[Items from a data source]
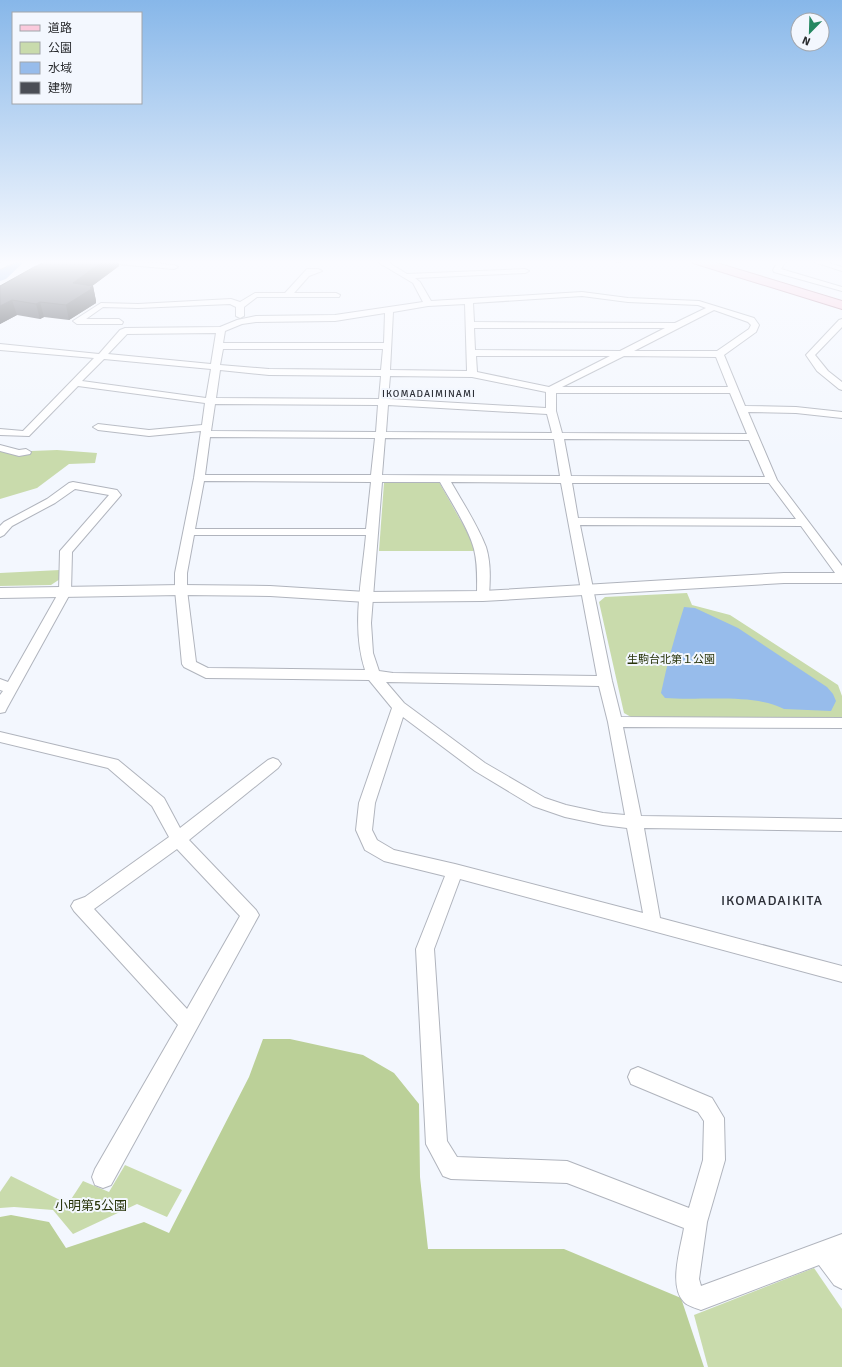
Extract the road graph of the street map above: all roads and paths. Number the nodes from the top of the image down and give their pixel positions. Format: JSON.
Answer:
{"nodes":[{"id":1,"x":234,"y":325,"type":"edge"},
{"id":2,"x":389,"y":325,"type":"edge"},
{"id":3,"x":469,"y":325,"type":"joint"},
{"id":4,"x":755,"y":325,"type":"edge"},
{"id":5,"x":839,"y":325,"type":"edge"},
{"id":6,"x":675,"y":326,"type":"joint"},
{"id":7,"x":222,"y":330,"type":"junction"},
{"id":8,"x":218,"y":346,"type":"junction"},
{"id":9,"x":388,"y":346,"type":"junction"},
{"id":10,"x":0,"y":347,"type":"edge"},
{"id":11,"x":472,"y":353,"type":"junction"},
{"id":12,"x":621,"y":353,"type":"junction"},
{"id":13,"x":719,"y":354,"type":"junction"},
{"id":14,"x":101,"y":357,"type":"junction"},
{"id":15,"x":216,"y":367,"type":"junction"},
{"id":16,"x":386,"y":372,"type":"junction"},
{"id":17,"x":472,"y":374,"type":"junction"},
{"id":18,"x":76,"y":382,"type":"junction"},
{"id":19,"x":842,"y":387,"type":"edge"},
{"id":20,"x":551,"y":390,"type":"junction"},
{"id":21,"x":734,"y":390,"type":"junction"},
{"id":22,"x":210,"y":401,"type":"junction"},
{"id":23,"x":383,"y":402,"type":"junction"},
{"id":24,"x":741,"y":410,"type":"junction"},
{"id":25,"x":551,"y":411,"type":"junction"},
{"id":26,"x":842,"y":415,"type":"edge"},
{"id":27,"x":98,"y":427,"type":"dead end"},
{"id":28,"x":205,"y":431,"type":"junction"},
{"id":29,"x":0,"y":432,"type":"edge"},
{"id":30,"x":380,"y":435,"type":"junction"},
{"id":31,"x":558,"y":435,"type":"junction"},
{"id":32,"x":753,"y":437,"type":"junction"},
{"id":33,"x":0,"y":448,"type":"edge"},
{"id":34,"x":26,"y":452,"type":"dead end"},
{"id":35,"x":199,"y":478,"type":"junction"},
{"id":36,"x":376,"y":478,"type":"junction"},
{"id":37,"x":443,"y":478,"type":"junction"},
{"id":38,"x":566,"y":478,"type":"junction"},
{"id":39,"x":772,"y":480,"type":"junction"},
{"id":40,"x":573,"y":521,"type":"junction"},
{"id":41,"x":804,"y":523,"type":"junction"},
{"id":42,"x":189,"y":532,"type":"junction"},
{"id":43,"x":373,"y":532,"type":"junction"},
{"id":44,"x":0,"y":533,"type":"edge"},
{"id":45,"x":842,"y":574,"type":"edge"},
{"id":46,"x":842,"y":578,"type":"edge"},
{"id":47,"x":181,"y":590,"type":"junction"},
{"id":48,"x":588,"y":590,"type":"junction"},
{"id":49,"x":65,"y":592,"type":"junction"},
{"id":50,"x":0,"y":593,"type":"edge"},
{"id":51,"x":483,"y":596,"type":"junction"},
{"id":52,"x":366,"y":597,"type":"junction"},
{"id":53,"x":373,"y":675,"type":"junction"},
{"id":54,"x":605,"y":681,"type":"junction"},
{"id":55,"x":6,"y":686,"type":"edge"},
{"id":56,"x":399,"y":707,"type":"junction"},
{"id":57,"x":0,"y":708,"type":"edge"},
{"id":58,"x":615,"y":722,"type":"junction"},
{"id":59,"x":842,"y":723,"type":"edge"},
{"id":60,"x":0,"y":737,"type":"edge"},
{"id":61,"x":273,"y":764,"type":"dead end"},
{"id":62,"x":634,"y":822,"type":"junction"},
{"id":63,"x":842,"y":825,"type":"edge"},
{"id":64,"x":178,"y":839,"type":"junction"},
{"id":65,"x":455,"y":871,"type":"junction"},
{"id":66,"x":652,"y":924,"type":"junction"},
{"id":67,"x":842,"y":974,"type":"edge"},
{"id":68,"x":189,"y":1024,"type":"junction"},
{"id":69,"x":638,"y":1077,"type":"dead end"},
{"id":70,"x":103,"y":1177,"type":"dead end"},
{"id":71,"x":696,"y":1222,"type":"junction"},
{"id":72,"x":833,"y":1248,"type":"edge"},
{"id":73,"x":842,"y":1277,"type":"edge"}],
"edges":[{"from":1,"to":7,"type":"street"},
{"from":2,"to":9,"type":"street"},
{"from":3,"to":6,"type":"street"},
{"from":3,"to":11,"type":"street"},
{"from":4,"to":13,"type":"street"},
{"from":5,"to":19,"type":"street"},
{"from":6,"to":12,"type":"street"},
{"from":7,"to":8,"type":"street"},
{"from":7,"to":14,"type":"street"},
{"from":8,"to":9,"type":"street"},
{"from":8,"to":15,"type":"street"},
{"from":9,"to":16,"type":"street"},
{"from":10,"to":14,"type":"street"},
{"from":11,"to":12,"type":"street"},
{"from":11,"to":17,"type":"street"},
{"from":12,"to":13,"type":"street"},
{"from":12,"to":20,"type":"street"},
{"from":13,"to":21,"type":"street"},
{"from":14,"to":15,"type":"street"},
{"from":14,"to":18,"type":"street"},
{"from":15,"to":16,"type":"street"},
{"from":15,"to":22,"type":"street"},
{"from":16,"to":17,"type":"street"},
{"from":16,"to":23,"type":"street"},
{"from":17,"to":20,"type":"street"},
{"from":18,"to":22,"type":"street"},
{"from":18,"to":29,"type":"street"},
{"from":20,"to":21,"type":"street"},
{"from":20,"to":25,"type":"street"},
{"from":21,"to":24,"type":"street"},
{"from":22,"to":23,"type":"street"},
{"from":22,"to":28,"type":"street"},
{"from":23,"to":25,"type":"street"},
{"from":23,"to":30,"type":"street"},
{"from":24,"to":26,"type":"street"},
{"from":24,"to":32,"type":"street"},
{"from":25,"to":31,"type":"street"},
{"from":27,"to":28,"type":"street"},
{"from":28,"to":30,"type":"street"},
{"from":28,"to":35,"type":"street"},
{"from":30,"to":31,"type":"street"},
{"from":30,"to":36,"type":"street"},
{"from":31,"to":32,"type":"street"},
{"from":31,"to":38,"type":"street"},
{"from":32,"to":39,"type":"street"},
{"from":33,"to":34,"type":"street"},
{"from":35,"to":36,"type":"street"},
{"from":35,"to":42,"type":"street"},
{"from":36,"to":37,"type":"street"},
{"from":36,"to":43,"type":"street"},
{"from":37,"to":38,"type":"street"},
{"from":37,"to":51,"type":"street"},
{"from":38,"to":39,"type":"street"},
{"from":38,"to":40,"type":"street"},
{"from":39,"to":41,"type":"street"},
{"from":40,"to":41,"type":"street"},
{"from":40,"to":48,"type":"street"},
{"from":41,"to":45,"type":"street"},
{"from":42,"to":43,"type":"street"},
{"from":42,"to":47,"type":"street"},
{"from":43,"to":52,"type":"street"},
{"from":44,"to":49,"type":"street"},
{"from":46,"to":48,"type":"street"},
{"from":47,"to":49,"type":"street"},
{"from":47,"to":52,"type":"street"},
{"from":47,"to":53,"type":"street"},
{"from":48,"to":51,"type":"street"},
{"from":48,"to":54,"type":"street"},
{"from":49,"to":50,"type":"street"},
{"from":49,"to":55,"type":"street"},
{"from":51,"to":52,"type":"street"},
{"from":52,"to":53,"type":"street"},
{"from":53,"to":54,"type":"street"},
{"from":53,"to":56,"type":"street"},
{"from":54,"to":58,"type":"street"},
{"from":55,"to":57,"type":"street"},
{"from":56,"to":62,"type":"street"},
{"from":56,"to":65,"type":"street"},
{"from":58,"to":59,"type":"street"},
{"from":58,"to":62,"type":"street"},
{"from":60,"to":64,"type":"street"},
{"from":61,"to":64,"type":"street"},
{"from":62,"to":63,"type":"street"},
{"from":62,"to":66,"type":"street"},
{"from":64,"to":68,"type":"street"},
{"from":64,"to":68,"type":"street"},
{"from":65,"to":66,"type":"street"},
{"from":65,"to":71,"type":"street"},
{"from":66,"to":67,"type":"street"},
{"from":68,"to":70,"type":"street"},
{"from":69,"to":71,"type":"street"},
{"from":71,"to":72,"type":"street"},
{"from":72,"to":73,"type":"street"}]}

▶ **ACTIVITY**
Using the records above, gather all lines where the string "joint" is present.

▶ **OUTPUT OF THE TASK**
{"id":3,"x":469,"y":325,"type":"joint"},
{"id":6,"x":675,"y":326,"type":"joint"},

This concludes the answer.